**TASK REQUIREMENTS**
Please reproduce the data below exactly, from the first line to the last.

(Collection entries)
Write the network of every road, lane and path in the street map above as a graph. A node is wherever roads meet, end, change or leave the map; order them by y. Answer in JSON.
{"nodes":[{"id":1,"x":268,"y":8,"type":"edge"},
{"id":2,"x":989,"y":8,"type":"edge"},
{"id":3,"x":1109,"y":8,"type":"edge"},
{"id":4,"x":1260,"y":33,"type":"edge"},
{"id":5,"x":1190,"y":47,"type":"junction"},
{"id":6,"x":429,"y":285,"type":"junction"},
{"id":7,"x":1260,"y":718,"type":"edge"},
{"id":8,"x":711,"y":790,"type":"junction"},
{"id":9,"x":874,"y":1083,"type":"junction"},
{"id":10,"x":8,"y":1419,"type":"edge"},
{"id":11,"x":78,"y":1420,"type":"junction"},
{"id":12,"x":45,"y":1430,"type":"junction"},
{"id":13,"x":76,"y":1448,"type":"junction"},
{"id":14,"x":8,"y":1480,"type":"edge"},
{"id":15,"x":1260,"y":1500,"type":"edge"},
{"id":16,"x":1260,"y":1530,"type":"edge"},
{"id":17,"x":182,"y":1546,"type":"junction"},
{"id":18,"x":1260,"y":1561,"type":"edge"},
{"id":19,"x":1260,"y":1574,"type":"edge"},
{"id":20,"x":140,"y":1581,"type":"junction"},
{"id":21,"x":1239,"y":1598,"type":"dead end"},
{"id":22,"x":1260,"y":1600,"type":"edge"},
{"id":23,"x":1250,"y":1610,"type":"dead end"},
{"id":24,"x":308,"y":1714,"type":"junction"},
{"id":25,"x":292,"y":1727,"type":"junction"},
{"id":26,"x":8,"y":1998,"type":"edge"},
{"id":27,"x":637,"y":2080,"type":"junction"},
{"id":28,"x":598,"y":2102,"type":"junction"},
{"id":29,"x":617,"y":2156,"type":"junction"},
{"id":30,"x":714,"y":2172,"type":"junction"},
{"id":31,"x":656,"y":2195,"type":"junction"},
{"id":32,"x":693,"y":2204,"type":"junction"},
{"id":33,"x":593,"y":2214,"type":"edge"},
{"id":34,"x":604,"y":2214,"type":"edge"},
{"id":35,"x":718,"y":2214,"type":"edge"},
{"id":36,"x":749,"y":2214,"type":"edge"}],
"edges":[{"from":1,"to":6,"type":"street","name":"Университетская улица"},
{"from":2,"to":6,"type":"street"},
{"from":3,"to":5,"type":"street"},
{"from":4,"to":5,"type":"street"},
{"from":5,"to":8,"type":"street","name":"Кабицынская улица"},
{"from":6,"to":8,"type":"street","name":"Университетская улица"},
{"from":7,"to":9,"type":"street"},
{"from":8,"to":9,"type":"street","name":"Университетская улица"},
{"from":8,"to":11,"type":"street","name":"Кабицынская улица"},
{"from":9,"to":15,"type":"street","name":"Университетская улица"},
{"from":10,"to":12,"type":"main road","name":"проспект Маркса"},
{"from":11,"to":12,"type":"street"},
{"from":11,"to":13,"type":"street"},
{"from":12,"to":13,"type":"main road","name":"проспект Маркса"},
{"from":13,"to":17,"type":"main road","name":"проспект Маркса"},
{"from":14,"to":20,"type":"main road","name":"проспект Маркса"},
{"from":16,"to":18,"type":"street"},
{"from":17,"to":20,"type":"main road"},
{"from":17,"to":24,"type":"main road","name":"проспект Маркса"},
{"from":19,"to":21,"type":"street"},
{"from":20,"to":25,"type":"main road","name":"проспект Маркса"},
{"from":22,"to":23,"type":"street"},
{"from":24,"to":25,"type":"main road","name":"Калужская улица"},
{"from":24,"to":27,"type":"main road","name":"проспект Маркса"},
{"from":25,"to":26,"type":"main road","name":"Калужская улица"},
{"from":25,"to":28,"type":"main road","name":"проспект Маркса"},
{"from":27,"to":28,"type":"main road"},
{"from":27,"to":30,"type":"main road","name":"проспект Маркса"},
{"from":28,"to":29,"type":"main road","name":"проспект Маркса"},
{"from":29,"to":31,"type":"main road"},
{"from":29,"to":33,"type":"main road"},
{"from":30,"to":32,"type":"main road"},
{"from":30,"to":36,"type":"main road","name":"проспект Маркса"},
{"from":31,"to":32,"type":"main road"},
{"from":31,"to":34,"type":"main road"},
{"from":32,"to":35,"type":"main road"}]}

**EXERCISE RESULT**
Write the network of every road, lane and path in the street map above as a graph. A node is wherever roads meet, end, change or leave the map; order them by y. Answer in JSON.
{"nodes":[{"id":1,"x":268,"y":8,"type":"edge"},
{"id":2,"x":989,"y":8,"type":"edge"},
{"id":3,"x":1109,"y":8,"type":"edge"},
{"id":4,"x":1260,"y":33,"type":"edge"},
{"id":5,"x":1190,"y":47,"type":"junction"},
{"id":6,"x":429,"y":285,"type":"junction"},
{"id":7,"x":1260,"y":718,"type":"edge"},
{"id":8,"x":711,"y":790,"type":"junction"},
{"id":9,"x":874,"y":1083,"type":"junction"},
{"id":10,"x":8,"y":1419,"type":"edge"},
{"id":11,"x":78,"y":1420,"type":"junction"},
{"id":12,"x":45,"y":1430,"type":"junction"},
{"id":13,"x":76,"y":1448,"type":"junction"},
{"id":14,"x":8,"y":1480,"type":"edge"},
{"id":15,"x":1260,"y":1500,"type":"edge"},
{"id":16,"x":1260,"y":1530,"type":"edge"},
{"id":17,"x":182,"y":1546,"type":"junction"},
{"id":18,"x":1260,"y":1561,"type":"edge"},
{"id":19,"x":1260,"y":1574,"type":"edge"},
{"id":20,"x":140,"y":1581,"type":"junction"},
{"id":21,"x":1239,"y":1598,"type":"dead end"},
{"id":22,"x":1260,"y":1600,"type":"edge"},
{"id":23,"x":1250,"y":1610,"type":"dead end"},
{"id":24,"x":308,"y":1714,"type":"junction"},
{"id":25,"x":292,"y":1727,"type":"junction"},
{"id":26,"x":8,"y":1998,"type":"edge"},
{"id":27,"x":637,"y":2080,"type":"junction"},
{"id":28,"x":598,"y":2102,"type":"junction"},
{"id":29,"x":617,"y":2156,"type":"junction"},
{"id":30,"x":714,"y":2172,"type":"junction"},
{"id":31,"x":656,"y":2195,"type":"junction"},
{"id":32,"x":693,"y":2204,"type":"junction"},
{"id":33,"x":593,"y":2214,"type":"edge"},
{"id":34,"x":604,"y":2214,"type":"edge"},
{"id":35,"x":718,"y":2214,"type":"edge"},
{"id":36,"x":749,"y":2214,"type":"edge"}],
"edges":[{"from":1,"to":6,"type":"street","name":"Университетская улица"},
{"from":2,"to":6,"type":"street"},
{"from":3,"to":5,"type":"street"},
{"from":4,"to":5,"type":"street"},
{"from":5,"to":8,"type":"street","name":"Кабицынская улица"},
{"from":6,"to":8,"type":"street","name":"Университетская улица"},
{"from":7,"to":9,"type":"street"},
{"from":8,"to":9,"type":"street","name":"Университетская улица"},
{"from":8,"to":11,"type":"street","name":"Кабицынская улица"},
{"from":9,"to":15,"type":"street","name":"Университетская улица"},
{"from":10,"to":12,"type":"main road","name":"проспект Маркса"},
{"from":11,"to":12,"type":"street"},
{"from":11,"to":13,"type":"street"},
{"from":12,"to":13,"type":"main road","name":"проспект Маркса"},
{"from":13,"to":17,"type":"main road","name":"проспект Маркса"},
{"from":14,"to":20,"type":"main road","name":"проспект Маркса"},
{"from":16,"to":18,"type":"street"},
{"from":17,"to":20,"type":"main road"},
{"from":17,"to":24,"type":"main road","name":"проспект Маркса"},
{"from":19,"to":21,"type":"street"},
{"from":20,"to":25,"type":"main road","name":"проспект Маркса"},
{"from":22,"to":23,"type":"street"},
{"from":24,"to":25,"type":"main road","name":"Калужская улица"},
{"from":24,"to":27,"type":"main road","name":"проспект Маркса"},
{"from":25,"to":26,"type":"main road","name":"Калужская улица"},
{"from":25,"to":28,"type":"main road","name":"проспект Маркса"},
{"from":27,"to":28,"type":"main road"},
{"from":27,"to":30,"type":"main road","name":"проспект Маркса"},
{"from":28,"to":29,"type":"main road","name":"проспект Маркса"},
{"from":29,"to":31,"type":"main road"},
{"from":29,"to":33,"type":"main road"},
{"from":30,"to":32,"type":"main road"},
{"from":30,"to":36,"type":"main road","name":"проспект Маркса"},
{"from":31,"to":32,"type":"main road"},
{"from":31,"to":34,"type":"main road"},
{"from":32,"to":35,"type":"main road"}]}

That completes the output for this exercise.